Expression of EphB6 dominant-negative mutant preserves Akt activation in doxorubicin-treated T-ALL cells. (A) ΔB6-Jurkat and pc3-Jurkat cells (4 × 10⁶ per well, in 6 well plates) were treated with 5 µM Dox in serum-free medium for 14 hours. Cell lysates were resolved by SDS PAGE and activating phosphorylation of the Akt kinase was examined by Western blotting with anti-phospho-Akt, recognising Akt phosphorylation at Ser473 (anti-p-Akt). Western blotting with anti-GAPDH was used as a loading control. Akt phosphorylation was quantified by densitometry using Carestream software and measurements were normalized to matching GAPDH controls. The graph represents a reduction in p-Akt signal intensity in Dox-treated cells as a percentage relative to the matching solvent controls. To optimize presentation, anti-p-Akt and anti-GAPDH images are shown at different brightness and contrast settings. (B) Cells were treated as in (A) and phosphorylation of the p70 S6 kinase was analysed by Western blotting with anti-phospho-S6K (anti-p-S6K). Phosphorylation of p70-S6K was quantified and presented as in (A). To optimize presentation, anti-p-S6K and anti-GAPDH images are shown at different brightness and contrast settings. (C) Cells were treated as in (A) and activating phosphorylation Erk kinases was analysed by Western blotting with anti-phospho-Erk (anti-p-Erk1/2). Western blotting with anti-tubulin used as a loading control.

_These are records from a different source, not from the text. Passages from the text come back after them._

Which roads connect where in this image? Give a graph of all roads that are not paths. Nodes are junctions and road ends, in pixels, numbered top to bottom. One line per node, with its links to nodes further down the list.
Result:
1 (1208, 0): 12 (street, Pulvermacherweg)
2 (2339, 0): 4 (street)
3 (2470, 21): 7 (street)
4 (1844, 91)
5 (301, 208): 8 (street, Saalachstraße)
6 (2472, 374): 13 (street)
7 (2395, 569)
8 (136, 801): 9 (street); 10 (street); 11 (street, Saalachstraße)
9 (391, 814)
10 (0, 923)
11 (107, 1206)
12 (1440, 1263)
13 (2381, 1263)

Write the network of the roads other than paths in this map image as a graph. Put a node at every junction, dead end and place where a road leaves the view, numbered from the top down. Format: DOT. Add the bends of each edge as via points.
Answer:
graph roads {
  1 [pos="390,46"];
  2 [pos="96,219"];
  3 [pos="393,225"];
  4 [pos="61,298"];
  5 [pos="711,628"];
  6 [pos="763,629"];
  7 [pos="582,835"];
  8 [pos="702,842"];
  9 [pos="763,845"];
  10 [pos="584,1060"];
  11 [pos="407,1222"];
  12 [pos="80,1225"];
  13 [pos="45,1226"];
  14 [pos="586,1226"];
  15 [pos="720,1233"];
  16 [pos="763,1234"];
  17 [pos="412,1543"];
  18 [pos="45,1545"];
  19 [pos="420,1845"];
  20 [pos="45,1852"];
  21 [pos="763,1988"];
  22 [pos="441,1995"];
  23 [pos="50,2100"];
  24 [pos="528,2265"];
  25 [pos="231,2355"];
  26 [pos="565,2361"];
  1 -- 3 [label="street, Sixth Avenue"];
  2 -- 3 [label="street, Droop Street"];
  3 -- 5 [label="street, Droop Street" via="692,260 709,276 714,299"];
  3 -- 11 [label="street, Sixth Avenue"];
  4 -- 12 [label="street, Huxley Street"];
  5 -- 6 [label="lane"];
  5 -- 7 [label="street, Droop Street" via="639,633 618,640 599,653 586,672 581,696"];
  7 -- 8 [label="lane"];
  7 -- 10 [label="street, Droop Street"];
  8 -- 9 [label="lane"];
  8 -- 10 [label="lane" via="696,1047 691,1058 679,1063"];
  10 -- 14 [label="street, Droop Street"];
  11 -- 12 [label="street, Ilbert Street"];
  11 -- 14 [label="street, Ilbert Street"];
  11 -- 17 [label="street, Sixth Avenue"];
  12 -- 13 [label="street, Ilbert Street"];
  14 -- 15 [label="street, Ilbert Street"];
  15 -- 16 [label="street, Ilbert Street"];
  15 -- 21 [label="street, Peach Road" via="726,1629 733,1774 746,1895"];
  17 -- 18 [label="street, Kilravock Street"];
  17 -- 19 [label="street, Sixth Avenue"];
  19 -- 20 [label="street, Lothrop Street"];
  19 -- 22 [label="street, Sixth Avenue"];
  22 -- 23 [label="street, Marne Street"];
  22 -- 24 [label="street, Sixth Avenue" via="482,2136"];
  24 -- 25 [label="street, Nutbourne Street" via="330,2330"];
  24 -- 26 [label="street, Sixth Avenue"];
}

To optimize presentation, anti-p-Erk1/2 and anti-tubulin images are shown at different brightness and contrast settings. (D) ΔB6-Jurkat (4 × 10⁴ per well, in 96 well plates) were treated in triplicates with the indicated concentrations of Dox and with a suboptimal concentration of Perifosine individually, or in combination for 24 hours at 37 °C and 5% CO₂. Cells were stained with resazurin and cell survival was monitored using a SpectraMax M5 plate reader. Data are shown as a percentage of cell survival in drug-treated populations relative to matching solvent controls. The synergistic effect of Dox/Perifosine combinations was calculated using CompuSyn software and is presented as combination indices for each drug combination. Indices below 0.9 indicate synergism. All experiments were done at least three times. Full-length unadjusted Western blot images for this figure are shown in Supplementary Fig. 3A–C. *, P < 0.05, Student’s t-test. n.s., statistically not significant.